DATA TO PROCESS |
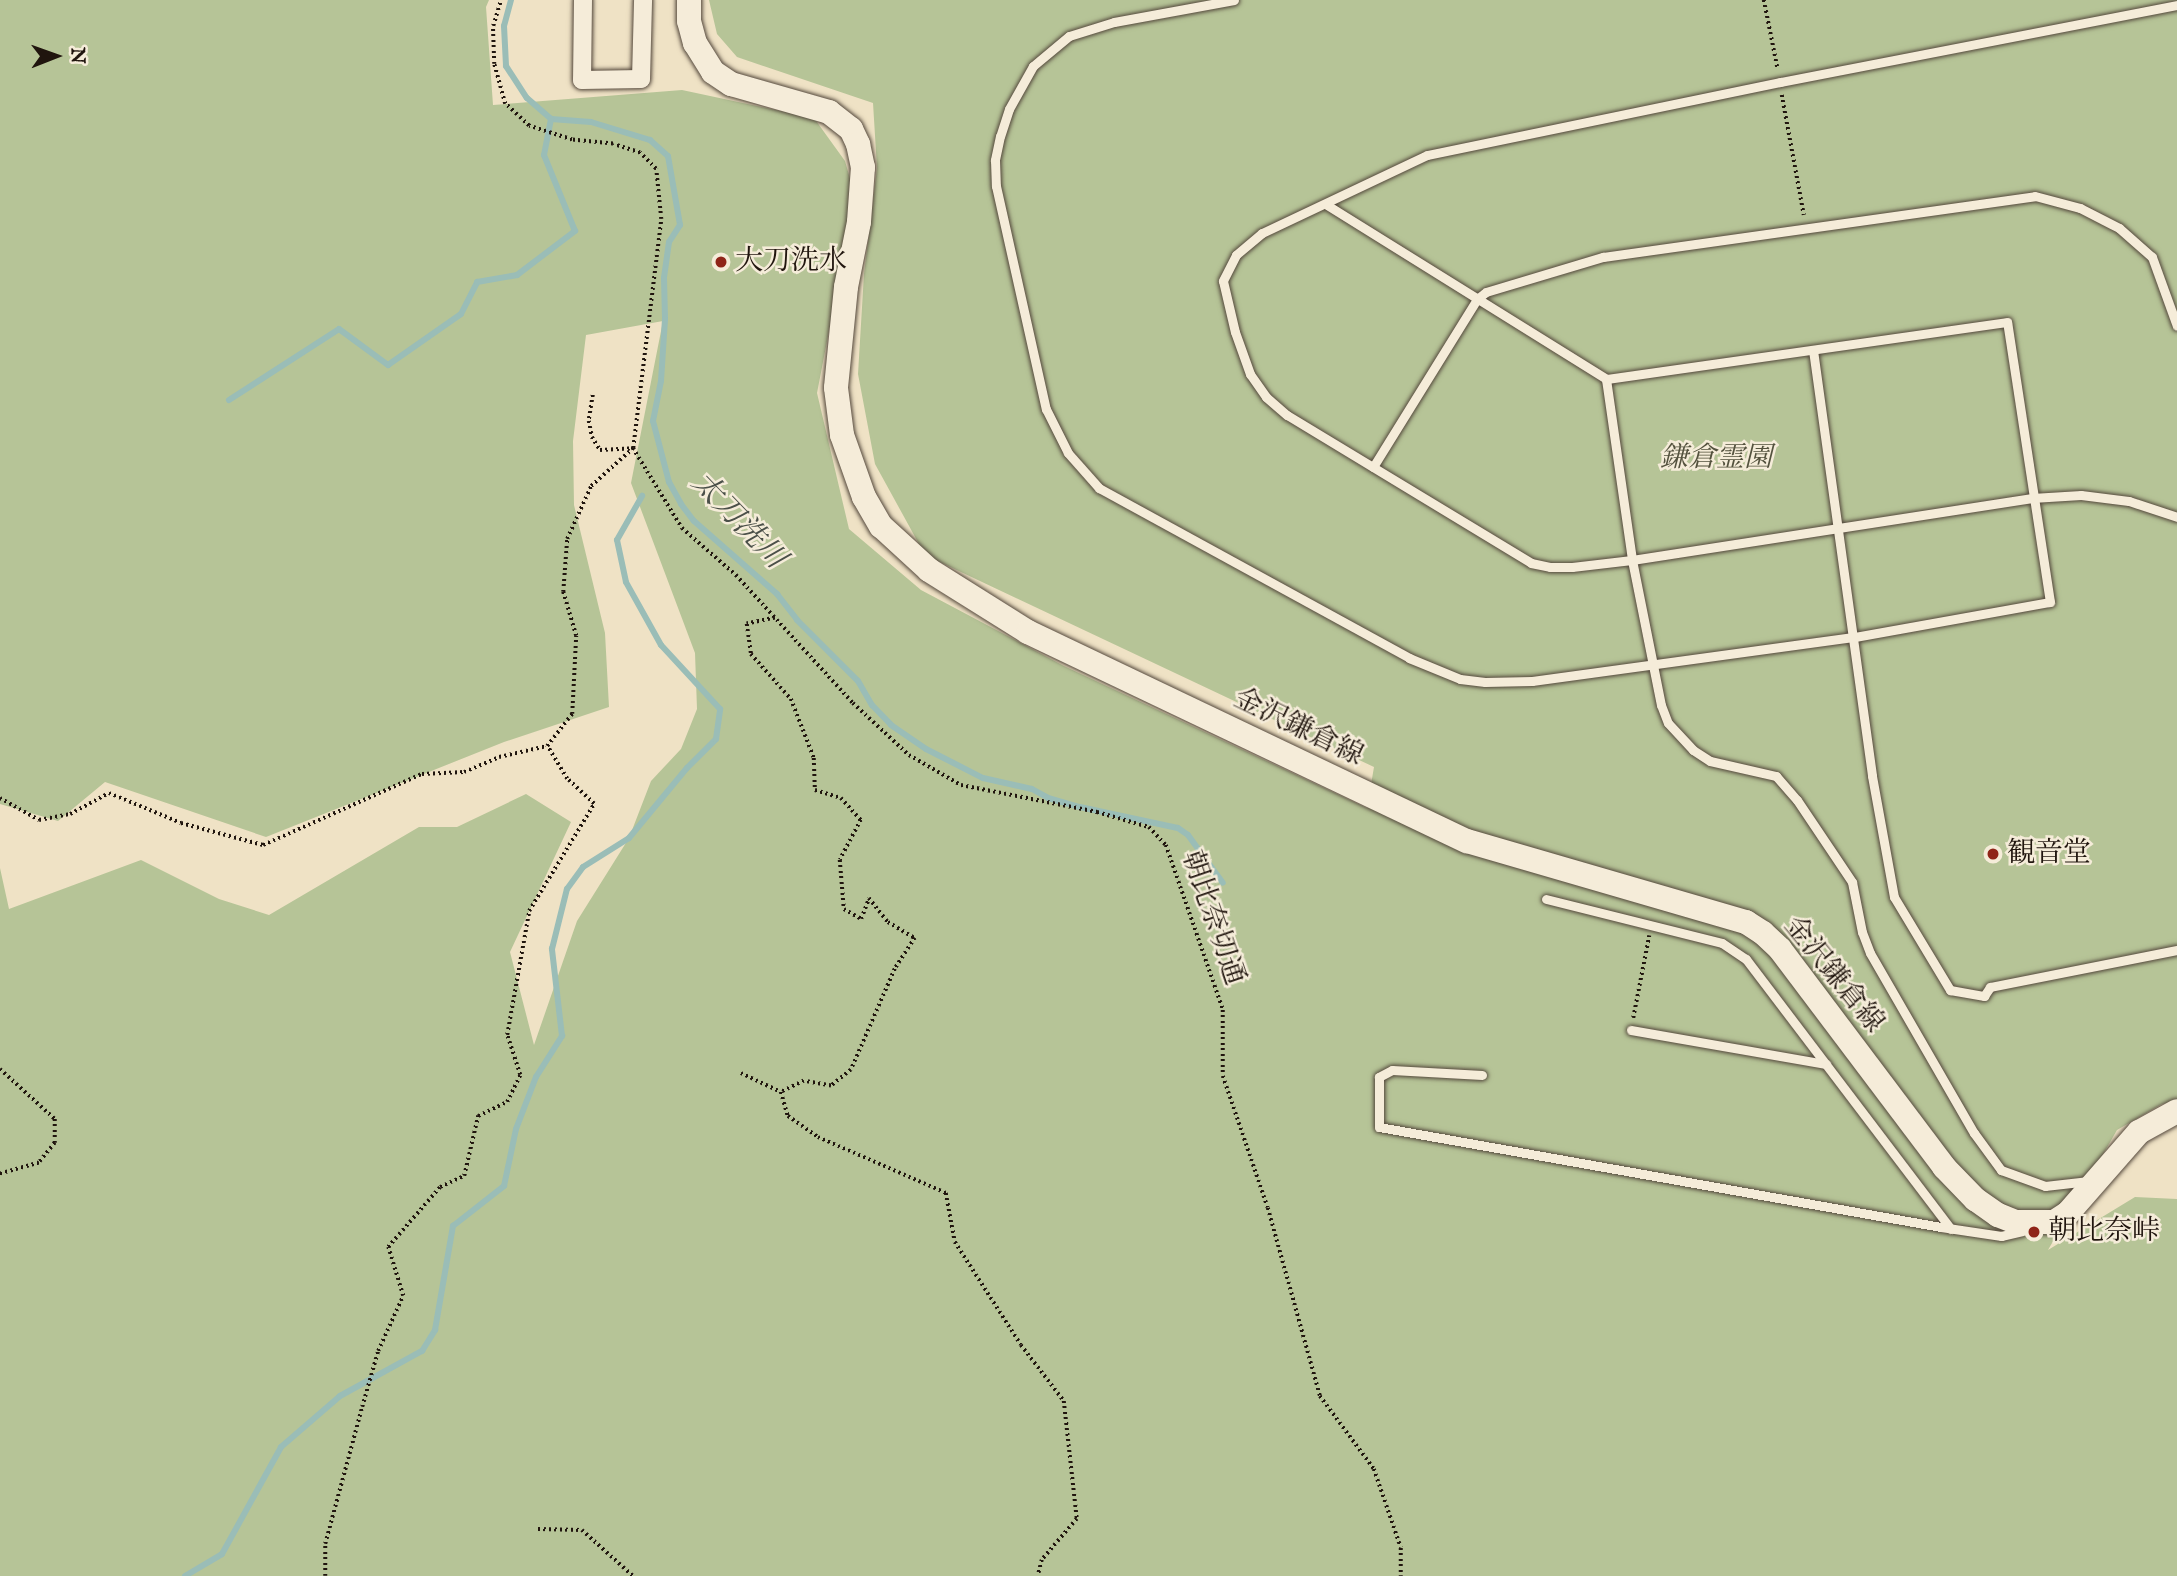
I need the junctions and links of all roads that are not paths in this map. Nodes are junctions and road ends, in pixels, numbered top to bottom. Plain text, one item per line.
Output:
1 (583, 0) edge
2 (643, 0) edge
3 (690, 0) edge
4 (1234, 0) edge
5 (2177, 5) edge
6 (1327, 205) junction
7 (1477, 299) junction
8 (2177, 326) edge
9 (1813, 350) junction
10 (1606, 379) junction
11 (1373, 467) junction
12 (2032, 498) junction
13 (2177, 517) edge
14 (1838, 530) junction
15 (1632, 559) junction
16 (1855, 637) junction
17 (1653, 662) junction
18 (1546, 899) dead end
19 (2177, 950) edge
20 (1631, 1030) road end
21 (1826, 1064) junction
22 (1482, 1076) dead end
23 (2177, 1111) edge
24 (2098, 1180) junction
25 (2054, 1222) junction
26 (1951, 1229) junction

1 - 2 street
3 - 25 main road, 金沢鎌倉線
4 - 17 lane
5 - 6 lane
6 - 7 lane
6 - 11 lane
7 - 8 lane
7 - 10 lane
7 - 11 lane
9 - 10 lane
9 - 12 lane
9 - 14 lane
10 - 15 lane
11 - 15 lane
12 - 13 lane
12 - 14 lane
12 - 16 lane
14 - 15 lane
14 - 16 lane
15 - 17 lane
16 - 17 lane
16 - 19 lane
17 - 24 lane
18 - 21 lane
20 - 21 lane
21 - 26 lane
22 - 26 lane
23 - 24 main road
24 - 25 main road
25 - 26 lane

ACTIVITY |
Where a line of the data holds the word "dead", copy that line.

FINISHED EXERCISE |
18 (1546, 899) dead end
22 (1482, 1076) dead end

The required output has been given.